One of my most anticipated moments was the Delegation press conference with the World Wide Media. It took place our first morning from the hotel where we were staying. We didn't know if we'd have any Russian press there because the Russian press was censored. We were happily surprised to find some liberal Russian media represented in the crowd.
After the press conference, we stood in a line and accepted questions from any and all press. Then we individually did one-on-one interviews. Most of the questions that were posed to me were about Obama's message. I felt that as a visitor in a country, I should show respect for that country. So I said, "I'm proud to be from a country whose President supports diversity and tolerance, and I'm glad to be here for that reason." Everywhere we went, people knew our message, and they were congratulating us. It was amazing: everyone in Russia knew exactly why we were there, just as everyone in America knew why we were there. President Obama said in his opening statement at the Olympic games that the White House thought it was one of the most important delegations ever put together because of the message of inclusion and tolerance for all people, gay and straight. As part of the Delegation, we all tried to deliver that message in a subtle, tasteful and good way.

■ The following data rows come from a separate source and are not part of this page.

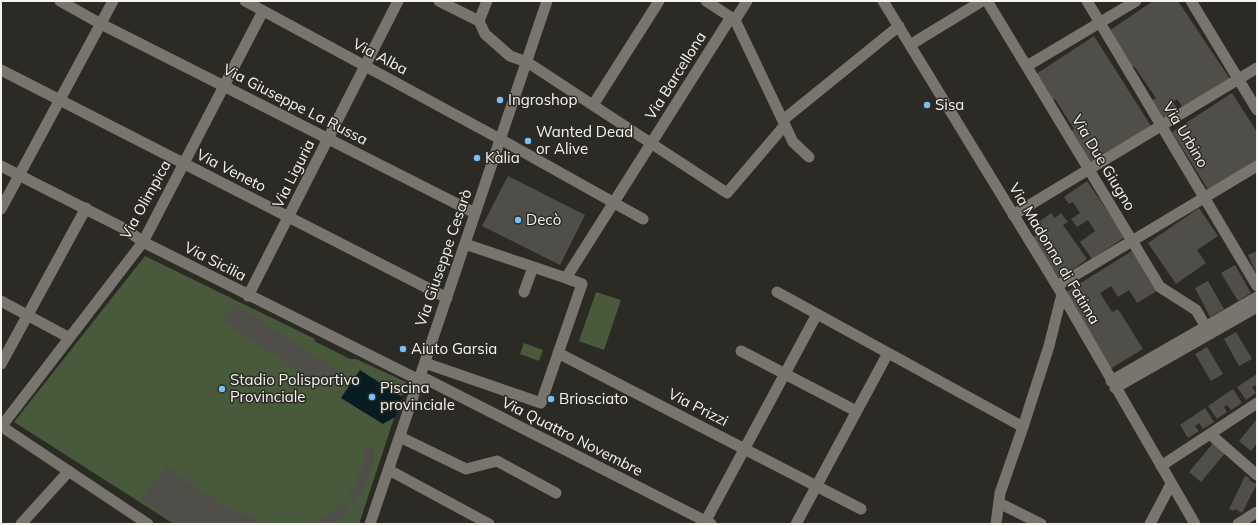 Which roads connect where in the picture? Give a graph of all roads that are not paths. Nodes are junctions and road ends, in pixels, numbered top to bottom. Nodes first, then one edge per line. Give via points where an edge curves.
1 (60, 1) edge
2 (113, 1) edge
3 (244, 1) edge
4 (398, 1) edge
5 (439, 1) edge
6 (487, 1) edge
7 (547, 1) edge
8 (659, 1) edge
9 (706, 1) edge
10 (747, 1) edge
11 (883, 1) edge
12 (982, 1) edge
13 (987, 1) edge
14 (1087, 1) edge
15 (1136, 1) edge
16 (1191, 1) edge
17 (263, 11) junction
18 (733, 18) junction
19 (478, 21) junction
20 (1100, 22) junction
21 (101, 24) junction
22 (899, 26) junction
23 (910, 45) junction
24 (527, 62) junction
25 (365, 66) junction
26 (1027, 66) junction
27 (1257, 68) edge
28 (1, 70) edge
29 (1238, 79) junction
30 (224, 86) junction
31 (60, 100) junction
32 (593, 105) junction
33 (1257, 110) edge
34 (784, 123) junction
35 (1162, 126) junction
36 (328, 139) junction
37 (500, 139) junction
38 (652, 143) junction
39 (809, 157) dead end
40 (184, 164) junction
41 (1, 166) edge
42 (1257, 166) edge
43 (1089, 170) junction
44 (20, 175) junction
45 (1205, 197) junction
46 (614, 202) junction
47 (86, 208) junction
48 (1, 209) edge
49 (475, 213) junction
50 (1013, 215) junction
51 (288, 217) junction
52 (643, 219) dead end
53 (1132, 240) junction
54 (142, 242) junction
55 (465, 244) junction
56 (533, 267) junction
57 (568, 275) junction
58 (1257, 286) edge
59 (1059, 290) junction
60 (524, 292) dead end
61 (777, 292) dead end
62 (248, 296) junction
63 (1257, 297) edge
64 (447, 298) junction
65 (1, 301) edge
66 (1257, 307) edge
67 (817, 314) junction
68 (27, 315) junction
69 (1208, 330) junction
70 (68, 337) junction
71 (741, 351) dead end
72 (888, 353) junction
73 (562, 356) junction
74 (425, 363) junction
75 (1, 364) edge
76 (785, 374) junction
77 (420, 378) junction
78 (1113, 384) junction
79 (1257, 403) edge
80 (856, 411) junction
81 (1, 426) edge
82 (1023, 427) junction
83 (1210, 434) junction
84 (400, 437) junction
85 (744, 449) junction
86 (1161, 466) junction
87 (389, 470) junction
88 (69, 471) junction
89 (1257, 475) edge
90 (1171, 484) junction
91 (817, 486) junction
92 (556, 493) dead end
93 (999, 503) junction
94 (861, 508) dead end
95 (1257, 512) edge
96 (1029, 521) edge
97 (707, 523) edge
98 (21, 524) edge
99 (148, 524) edge
100 (370, 524) edge
101 (489, 524) edge
102 (796, 524) edge
103 (996, 524) edge
104 (1041, 524) edge
105 (1150, 524) edge
106 (1195, 524) edge
107 (1238, 524) edge

1 - 21 street, Via Giuseppe La Russa
2 - 21 street
3 - 17 street, Via Alba
4 - 25 street, Via Liguria
5 - 19 street
6 - 19 street
7 - 24 street, Via Giuseppe Cesarò
8 - 32 street
9 - 18 street
10 - 18 street, Via Barcellona
11 - 22 street, Via Madonna di Fatima
12 - 23 street
13 - 26 street, Via Due Giugno
14 - 20 street, Via Urbino
15 - 20 street
16 - 29 street
17 - 25 street, Via Alba
17 - 30 street, Via Olimpica
18 - 34 street
18 - 38 street, Via Barcellona
19 - 24 street via 485,34 510,56
20 - 26 street
20 - 35 street, Via Urbino
21 - 30 street, Via Giuseppe La Russa
21 - 31 street
22 - 23 street, Via Madonna di Fatima
22 - 34 street
23 - 50 street, Via Madonna di Fatima
24 - 32 street
24 - 37 street, Via Giuseppe Cesarò
25 - 36 street, Via Liguria
25 - 37 street, Via Alba
26 - 43 street, Via Due Giugno
27 - 29 street
28 - 31 street, Via Veneto
29 - 33 street
29 - 35 street
30 - 36 street, Via Giuseppe La Russa
30 - 40 street, Via Olimpica
31 - 40 street, Via Veneto
31 - 44 street
32 - 38 street
34 - 38 street via 727,193
34 - 39 street via 794,142
35 - 43 street
35 - 45 street, Via Urbino
36 - 49 street, Via Giuseppe La Russa
36 - 51 street, Via Liguria
37 - 46 street, Via Alba
37 - 49 street, Via Giuseppe Cesarò
38 - 46 street, Via Barcellona
40 - 51 street, Via Veneto
40 - 54 street, Via Olimpica
41 - 44 street, Via Sicilia
42 - 45 street
43 - 50 street
43 - 53 street, Via Due Giugno
44 - 47 street, Via Sicilia
44 - 48 street
45 - 53 street
45 - 58 street, Via Urbino
46 - 52 street, Via Alba
46 - 57 street, Via Barcellona
47 - 54 street, Via Sicilia via 127,230
47 - 68 street
49 - 55 street, Via Giuseppe Cesarò
50 - 59 street, Via Madonna di Fatima
51 - 62 street, Via Liguria
51 - 64 street, Via Veneto
53 - 59 street
53 - 69 street, Via Due Giugno via 1160,287 1196,310
54 - 62 street, Via Sicilia
54 - 70 street, Via Olimpica
55 - 56 street
55 - 64 street, Via Giuseppe Cesarò
56 - 57 street
56 - 60 street
57 - 73 street via 582,284
59 - 78 street, Via Madonna di Fatima
59 - 82 street via 1049,346
61 - 67 street
62 - 77 street, Via Sicilia
63 - 69 street
64 - 74 street, Via Giuseppe Cesarò
65 - 68 street
66 - 69 street
67 - 72 street
67 - 76 street
68 - 70 street
68 - 75 street
69 - 78 street
70 - 81 street, Via Olimpica
71 - 76 street
72 - 80 street
72 - 82 street
73 - 74 street via 541,403
73 - 85 street, Via Prizzi
74 - 77 street, Via Giuseppe Cesarò
76 - 80 street
76 - 85 street
77 - 84 street, Via Giuseppe Cesarò
77 - 97 street, Via Quattro Novembre
78 - 86 street, Via Madonna di Fatima
79 - 83 street
80 - 91 street
81 - 88 street
82 - 93 street via 1000,493
83 - 86 street
83 - 89 street
84 - 87 street, Via Giuseppe Cesarò
84 - 92 street via 466,469 497,461
85 - 91 street, Via Prizzi
85 - 97 street
86 - 90 street, Via Madonna di Fatima
87 - 100 street, Via Giuseppe Cesarò
87 - 101 street
88 - 98 street
88 - 99 street
90 - 105 street
90 - 106 street, Via Madonna di Fatima
91 - 94 street, Via Prizzi
91 - 102 street
93 - 96 street
93 - 103 street
95 - 107 street
96 - 104 street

Meanwhile, Caitlin Cahow and I had been nervous about coming to Sochi and just stepping off the plane. We never realized this until we were on our way back. We found we had that and much more in common. We had great chats and became such close friends that other members of the Delegation joked that we were a couple, saying, "Were you guys just pretending to be gay to get on the Delegation? ... Are you getting married?"
Caitlin is a fantastic spokesperson: on-point, calm, smart -- a great person to deliver a message. And what can I say about Janet Napolitano? She is just fantastic. That being said, I really missed being able to share the experience with Billie Jean as well. She's such an inspiration and a strong woman. I was terribly sad for her when her mother passed away. It was good to meet and spend time with the U.S. Ambassador of Russia, Michael McFaul and Rob Nabors from the White House. It was a diverse group of people, and it couldn't have been a better combination.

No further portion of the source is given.